Rea does essentially argue at one point (162) that: (1) there is no epistemic way to distinguish a real world from the illusions of a Cartesian Demon; (2) therefore, only pragmatic grounds can be given for rejecting the latter; (3) but, per Rea’s argument, such pragmatic grounds assume the existence of a Cartesian Demon; (4) therefore there must be a Cartesian Demon (which, according to Rea, would be God or, according to constructivism, us). The premises most likely dubious then would be (1) and (3).
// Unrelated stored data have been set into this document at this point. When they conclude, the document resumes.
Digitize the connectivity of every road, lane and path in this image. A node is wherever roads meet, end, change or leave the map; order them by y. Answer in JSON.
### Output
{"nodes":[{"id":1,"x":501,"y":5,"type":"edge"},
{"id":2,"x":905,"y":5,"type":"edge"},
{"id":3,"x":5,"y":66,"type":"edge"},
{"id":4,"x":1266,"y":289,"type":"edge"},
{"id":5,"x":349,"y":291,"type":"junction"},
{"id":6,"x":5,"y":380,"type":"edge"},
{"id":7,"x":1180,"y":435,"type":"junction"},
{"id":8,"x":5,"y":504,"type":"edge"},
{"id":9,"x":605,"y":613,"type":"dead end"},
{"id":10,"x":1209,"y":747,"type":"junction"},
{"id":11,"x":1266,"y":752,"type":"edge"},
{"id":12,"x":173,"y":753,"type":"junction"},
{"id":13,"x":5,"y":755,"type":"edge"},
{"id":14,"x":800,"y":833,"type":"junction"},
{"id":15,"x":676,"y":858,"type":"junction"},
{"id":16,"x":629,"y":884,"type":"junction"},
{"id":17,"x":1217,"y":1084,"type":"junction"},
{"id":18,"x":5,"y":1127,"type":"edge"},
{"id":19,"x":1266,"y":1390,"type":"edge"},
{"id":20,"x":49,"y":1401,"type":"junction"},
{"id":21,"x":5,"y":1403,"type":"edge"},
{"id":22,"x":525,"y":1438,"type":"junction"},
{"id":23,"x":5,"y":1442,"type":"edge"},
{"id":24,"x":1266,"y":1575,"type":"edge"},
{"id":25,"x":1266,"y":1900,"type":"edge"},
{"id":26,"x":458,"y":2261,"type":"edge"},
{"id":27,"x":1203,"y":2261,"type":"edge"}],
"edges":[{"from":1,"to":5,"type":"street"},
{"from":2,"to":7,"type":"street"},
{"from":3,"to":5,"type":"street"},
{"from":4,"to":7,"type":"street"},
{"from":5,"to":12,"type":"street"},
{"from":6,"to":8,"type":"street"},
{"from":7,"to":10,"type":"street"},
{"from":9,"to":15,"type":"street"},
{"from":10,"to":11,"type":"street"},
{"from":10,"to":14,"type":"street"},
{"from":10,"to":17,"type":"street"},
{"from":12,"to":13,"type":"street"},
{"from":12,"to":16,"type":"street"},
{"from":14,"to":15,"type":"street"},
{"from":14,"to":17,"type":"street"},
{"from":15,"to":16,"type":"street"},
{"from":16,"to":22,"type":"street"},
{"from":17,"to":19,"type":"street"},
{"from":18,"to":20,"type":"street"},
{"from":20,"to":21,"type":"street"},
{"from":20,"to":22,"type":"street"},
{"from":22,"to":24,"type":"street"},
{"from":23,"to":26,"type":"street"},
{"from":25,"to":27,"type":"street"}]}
As to (1), naturalists can always imagine epistemic differences between a Cartesian Demon’s world and a real world, differences that could in theory be looked for and observed, unless the demon is absolutely and eternally consistent in presenting a world entirely consistent with metaphysical naturalism and nothing else. But if a demon is doing that, in what sense would naturalism be false? Would it be false in any way relevant to us? Not really. On such a view, only belief in naturalism would allow us to achieve all our goals, for no other worldview would be credible except naturalism, given that no proposition not true on naturalism would be made true by the Demon. So there would be no reason not to be a naturalist on this view. For then, believing in the demon is pointless–it gains us nothing, offering us no predictions not already true on naturalism alone, nor does it change the truth of any of our propositions (e.g. objects still ‘exist’ and still have ‘properties’ wholly apart from their relation to our minds, etc.). When we combine this conclusion with the fact that naturalism is already sufficiently intelligible and capable of being true without any such demon making it so, we arrive at a valid epistemic conclusion that there is no reason to believe in that demon, but plenty of reason left to believe in naturalism alone. Therefore (1) is false.

As to (3), if we chose to believe in naturalism alone, sans Cartesian Demon, merely because it was convenient (e.g. believing in the demon predicts nothing whatsoever about the world and is thus useless), would this really in any way imply that there must be a Cartesian Demon? No. For this line of reasoning is entirely consistent with the proposition ‘there is no Cartesian Demon.’ Rea argues that the only way we could trust that this ‘convenience’ corresponded with the truth is if some mind was making the truth suit our convenience. But that isn’t so. The world we observe is so thoroughly consistent, with absolutely no signs of a Cartesian Demon, that the mere possibility that a demon is at fault is empirically indefensible (i.e. there is absolutely zero empirical basis for such a belief). In that situation, no Cartesian Demon is needed to justify our pragmatic belief that what is not probable is not credible. Even though ‘there is a Cartesian Demon’ is still consistent with the evidence we do have, so we do not have epistemic grounds to deny it, we do not need to appeal to a Cartesian Demon to validly say that there is no reason to believe it, so we won’t. Therefore (3) is false, unless Rea would say this was not a pragmatic argument, in which case it is epistemic and (1) is false.